(Ilustración: Giovanni Tazza).
(Ilustración: Giovanni Tazza).
Patricia del Río

Le propongo un ejercicio. Mire su reloj, haga una pausa y retome la lectura de esta columna en un minuto. ¿Listo? ¿Terminó? Para usted la vida sigue igual, el café que tiene al lado no se ha enfriado, el clima no debe haber cambiado. Sin embargo, en esos mismos 60 segundos, 4 millones 333 mil personas empezaron a ver un video en You Tube, se enviaron 473 mil tuits, se compartieron 49 mil imágenes en Instagram y se realizaron 3 millones 870 mil búsquedas en Google. En un año, la sociedad es capaz de generar y almacenar más datos de los que se han guardado a lo largo de toda la historia.

Solemos hablar, con preocupación, de los mecanismos de la posverdad, de la capacidad que ofrece la tecnología de difundir información falsa, de crear relatos inexistentes, de moldear la realidad al gusto de quien la difunde. Pero tal vez no estamos reflexionando, con el mismo entusiasmo, sobre la capacidad que hoy tenemos de seguir el rastro de la verdad. Nos estamos olvidando de que nuestro paso por el mundo queda marcado a cada instante, y aunque no tengamos redes sociales, aunque no usemos celular, aunque no participemos del universo digital, cada compra que hacemos, cada vez que aparecemos en el ‘selfie’ de alguien más, cada formulario online que llenamos para trámites obligatorios, cada transacción bancaria que realizamos deja un hilo que se puede seguir, que se puede jalar, que con paciencia puede destejer la madeja de una gran mentira.

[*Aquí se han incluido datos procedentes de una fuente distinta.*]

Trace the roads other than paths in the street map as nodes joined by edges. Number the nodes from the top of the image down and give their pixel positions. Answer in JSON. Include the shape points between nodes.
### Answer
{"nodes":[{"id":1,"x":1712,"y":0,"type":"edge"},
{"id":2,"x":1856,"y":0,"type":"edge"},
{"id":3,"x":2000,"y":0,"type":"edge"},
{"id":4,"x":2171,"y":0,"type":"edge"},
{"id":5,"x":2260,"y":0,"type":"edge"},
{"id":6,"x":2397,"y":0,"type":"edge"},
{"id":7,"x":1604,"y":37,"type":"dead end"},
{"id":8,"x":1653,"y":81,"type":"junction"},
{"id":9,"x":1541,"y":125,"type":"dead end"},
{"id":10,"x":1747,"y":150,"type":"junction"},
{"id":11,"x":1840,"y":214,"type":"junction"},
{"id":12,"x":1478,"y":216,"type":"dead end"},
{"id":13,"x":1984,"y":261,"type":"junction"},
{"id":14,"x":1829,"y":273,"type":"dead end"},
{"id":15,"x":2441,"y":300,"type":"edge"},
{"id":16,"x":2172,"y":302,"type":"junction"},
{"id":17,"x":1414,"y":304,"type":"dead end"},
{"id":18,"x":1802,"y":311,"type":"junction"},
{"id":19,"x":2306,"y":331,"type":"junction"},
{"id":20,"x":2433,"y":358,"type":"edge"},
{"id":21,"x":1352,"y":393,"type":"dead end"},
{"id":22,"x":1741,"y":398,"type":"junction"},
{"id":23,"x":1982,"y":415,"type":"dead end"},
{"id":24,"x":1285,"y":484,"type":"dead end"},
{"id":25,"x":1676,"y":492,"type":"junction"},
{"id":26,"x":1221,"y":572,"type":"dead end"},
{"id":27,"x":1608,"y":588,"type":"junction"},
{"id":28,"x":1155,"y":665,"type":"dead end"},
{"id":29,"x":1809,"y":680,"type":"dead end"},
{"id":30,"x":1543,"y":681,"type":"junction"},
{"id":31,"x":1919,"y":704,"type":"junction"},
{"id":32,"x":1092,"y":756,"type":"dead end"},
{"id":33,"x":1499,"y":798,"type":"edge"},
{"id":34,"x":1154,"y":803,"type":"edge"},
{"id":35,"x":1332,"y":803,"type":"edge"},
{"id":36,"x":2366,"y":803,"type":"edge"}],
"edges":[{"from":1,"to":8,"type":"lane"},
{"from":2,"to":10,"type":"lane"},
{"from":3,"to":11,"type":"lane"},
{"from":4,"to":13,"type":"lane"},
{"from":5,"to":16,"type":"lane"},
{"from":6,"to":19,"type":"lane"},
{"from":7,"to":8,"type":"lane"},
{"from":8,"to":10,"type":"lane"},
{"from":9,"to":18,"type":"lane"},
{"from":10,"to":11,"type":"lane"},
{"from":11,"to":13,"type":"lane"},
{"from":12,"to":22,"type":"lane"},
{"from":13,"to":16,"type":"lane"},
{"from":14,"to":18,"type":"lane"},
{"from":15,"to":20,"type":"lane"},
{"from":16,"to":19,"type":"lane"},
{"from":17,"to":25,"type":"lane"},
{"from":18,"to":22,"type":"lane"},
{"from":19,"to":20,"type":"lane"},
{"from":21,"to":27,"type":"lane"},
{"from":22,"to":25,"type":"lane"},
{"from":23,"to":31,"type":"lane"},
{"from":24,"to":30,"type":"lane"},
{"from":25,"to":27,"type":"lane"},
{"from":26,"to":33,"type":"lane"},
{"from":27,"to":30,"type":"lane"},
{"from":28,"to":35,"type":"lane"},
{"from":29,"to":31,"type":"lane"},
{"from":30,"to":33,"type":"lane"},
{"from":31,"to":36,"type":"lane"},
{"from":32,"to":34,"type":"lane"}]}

En estas circunstancias vale preguntarse: ¿Y ahora cómo se escribe la historia? ¿Cómo va a separarse lo trascendente de tanta información menuda? ¿Quién o qué va a ser citado en el futuro como referente? ¿Quién será el encargado de sostener héroes o desenmascarar villanos? Difícil respuesta, pero como comentaba recientemente el analista Juan de la Puente, la historia no la escriben los que quieren ser protagonistas de la misma, ni sus correligionarios. La historia hoy es menos manipulable, los héroes pueden durar un día y en instantes se puede desmitificar a un personaje que había inventado una narrativa para alimentar su propio ego. La Historia, así con mayúscula, no se escapa al control de datos. Y lo que parecía una gran gesta puede terminar develándose como una triste escaramuza.

Alan García murió de manera trágica. Se quitó la vida alegando que era víctima de una persecución injusta. Dejó escrito que era su último acto de dignidad. Esa es la versión que sus familiares y el partido aprista, con razón, van a querer sostener y preservar. Esa es la historia que cualquier hijo quisiera abrazar para entender la muerte tan violenta de su padre. Pero la fiscalía parece haber encontrado el hilo que permite ir desenredando otra madeja. Una más triste, más previsible, más jodidamente dura de aceptar para los suyos. Pero una que el país merece saber y que no puede cambiarse ni acomodarse a punto de mítines, amenazas y gritos. García ya no está y su muerte es y siempre será un recuerdo trágico. Pero la historia se escribe con hechos y hasta donde sabemos, las pruebas que está ofreciendo Jorge Barata no están absolviendo al ex presidente que decidió no quedarse a enfrentarlas.